EXERCISE DIRECTIONS — Search the entries below for the word "대학거리" and copy each line that has it.

Extracted records —
::::::::::

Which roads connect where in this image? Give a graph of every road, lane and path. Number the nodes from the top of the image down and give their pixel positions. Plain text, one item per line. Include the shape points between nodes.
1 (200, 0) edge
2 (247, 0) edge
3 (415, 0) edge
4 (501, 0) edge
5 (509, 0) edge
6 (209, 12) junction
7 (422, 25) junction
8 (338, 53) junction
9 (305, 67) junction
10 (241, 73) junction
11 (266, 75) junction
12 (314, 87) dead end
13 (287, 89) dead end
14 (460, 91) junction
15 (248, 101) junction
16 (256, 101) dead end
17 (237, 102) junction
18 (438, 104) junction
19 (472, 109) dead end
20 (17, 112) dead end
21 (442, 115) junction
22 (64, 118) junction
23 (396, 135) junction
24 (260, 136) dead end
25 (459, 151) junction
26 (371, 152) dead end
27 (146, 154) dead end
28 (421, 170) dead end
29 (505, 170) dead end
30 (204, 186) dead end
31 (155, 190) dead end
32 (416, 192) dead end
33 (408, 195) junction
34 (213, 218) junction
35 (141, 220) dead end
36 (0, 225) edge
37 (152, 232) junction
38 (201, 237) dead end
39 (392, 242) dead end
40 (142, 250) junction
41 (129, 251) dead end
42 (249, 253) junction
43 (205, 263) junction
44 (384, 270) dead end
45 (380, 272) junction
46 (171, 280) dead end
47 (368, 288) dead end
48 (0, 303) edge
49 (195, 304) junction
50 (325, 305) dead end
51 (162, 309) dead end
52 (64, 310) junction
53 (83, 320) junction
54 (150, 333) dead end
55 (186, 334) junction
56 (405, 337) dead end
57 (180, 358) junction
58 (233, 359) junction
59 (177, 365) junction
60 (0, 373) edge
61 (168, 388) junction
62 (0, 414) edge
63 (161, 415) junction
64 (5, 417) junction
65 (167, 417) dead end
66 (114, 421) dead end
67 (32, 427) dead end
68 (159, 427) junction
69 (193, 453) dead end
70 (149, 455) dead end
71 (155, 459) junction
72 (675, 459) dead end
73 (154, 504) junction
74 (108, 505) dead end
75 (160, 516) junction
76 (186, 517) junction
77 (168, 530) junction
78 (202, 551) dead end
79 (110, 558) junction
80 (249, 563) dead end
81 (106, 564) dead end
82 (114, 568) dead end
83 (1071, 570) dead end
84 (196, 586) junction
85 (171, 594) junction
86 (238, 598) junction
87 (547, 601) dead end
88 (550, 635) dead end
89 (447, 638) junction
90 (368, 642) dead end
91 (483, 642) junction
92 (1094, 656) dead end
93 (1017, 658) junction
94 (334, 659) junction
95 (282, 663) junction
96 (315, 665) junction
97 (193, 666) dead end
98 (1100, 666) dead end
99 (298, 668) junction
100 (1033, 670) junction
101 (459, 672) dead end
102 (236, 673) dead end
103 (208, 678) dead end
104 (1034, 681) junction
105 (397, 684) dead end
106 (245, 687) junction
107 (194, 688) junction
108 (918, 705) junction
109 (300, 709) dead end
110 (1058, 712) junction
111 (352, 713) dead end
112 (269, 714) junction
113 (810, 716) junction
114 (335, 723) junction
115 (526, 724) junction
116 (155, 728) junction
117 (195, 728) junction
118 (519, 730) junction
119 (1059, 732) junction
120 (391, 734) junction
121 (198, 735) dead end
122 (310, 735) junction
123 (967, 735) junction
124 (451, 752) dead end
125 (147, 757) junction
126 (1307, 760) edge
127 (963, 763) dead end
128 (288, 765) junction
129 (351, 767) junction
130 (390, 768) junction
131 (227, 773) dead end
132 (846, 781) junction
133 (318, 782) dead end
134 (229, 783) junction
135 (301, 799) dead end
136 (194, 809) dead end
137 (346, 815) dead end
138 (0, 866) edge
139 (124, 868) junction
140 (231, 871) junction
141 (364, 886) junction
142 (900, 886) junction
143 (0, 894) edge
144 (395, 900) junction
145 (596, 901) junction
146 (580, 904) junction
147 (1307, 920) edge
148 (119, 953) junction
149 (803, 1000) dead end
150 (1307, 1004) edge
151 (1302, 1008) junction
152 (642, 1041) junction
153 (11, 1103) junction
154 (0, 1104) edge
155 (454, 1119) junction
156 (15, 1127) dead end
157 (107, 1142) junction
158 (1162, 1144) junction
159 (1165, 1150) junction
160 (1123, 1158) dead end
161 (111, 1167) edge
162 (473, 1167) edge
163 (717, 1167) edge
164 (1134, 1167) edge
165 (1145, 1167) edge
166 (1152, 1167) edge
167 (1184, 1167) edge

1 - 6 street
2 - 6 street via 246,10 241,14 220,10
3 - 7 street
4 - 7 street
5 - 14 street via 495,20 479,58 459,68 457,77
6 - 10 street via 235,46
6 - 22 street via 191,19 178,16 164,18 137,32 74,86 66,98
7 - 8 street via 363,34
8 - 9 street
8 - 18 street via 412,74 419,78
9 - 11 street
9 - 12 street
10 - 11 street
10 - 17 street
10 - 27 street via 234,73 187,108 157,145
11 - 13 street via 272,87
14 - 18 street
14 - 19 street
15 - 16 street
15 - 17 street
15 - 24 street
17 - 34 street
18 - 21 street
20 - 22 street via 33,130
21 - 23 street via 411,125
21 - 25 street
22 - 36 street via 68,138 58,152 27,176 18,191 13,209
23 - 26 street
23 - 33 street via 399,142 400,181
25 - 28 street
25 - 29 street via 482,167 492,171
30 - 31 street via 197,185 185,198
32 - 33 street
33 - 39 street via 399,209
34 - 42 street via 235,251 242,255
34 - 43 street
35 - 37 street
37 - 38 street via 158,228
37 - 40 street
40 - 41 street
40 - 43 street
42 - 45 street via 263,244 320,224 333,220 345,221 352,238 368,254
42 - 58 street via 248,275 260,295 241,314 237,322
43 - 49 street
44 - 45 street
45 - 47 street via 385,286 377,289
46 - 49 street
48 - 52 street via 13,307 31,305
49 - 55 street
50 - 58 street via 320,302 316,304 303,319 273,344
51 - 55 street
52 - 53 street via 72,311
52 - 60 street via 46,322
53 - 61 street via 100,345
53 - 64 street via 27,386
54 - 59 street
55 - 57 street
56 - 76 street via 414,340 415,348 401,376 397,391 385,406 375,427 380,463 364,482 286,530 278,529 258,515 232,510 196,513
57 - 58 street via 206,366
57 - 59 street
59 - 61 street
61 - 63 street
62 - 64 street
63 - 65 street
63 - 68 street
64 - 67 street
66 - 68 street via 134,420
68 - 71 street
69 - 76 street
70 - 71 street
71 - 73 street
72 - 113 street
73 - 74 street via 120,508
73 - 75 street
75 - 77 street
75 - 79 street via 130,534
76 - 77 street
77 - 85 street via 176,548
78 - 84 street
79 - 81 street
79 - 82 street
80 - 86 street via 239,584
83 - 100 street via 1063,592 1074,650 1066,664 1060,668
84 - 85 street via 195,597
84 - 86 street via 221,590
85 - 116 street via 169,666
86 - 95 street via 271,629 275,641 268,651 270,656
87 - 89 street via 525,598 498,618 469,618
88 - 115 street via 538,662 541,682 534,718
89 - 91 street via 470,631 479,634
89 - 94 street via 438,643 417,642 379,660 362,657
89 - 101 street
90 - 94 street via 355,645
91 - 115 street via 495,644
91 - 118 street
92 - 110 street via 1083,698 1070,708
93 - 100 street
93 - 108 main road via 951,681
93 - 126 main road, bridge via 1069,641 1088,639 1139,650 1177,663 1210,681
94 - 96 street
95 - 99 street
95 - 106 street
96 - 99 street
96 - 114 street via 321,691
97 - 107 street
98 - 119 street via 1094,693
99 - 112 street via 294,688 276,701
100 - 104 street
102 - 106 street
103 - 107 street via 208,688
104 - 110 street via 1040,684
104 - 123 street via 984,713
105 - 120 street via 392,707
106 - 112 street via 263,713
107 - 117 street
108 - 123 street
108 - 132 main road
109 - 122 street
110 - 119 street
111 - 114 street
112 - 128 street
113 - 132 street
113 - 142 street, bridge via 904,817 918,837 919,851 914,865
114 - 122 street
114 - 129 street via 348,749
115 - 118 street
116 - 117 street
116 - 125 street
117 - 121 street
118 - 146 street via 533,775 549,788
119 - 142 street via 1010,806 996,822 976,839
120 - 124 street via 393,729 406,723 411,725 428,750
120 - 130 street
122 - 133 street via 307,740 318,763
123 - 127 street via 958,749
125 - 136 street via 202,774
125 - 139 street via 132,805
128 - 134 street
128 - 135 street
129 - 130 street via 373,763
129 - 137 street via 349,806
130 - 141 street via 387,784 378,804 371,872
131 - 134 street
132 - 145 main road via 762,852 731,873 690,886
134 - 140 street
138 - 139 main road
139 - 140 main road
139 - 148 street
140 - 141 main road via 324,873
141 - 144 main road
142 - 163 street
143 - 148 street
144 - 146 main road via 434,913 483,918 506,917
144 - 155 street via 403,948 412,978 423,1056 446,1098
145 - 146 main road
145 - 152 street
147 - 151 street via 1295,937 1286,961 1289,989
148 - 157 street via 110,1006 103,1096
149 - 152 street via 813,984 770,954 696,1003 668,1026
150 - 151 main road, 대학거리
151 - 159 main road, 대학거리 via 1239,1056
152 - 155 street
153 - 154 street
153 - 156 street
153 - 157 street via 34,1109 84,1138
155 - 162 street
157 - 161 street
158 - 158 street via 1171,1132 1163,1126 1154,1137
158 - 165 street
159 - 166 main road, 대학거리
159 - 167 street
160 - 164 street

::::::::::

SOLUTION —
150 - 151 main road, 대학거리
151 - 159 main road, 대학거리 via 1239,1056
159 - 166 main road, 대학거리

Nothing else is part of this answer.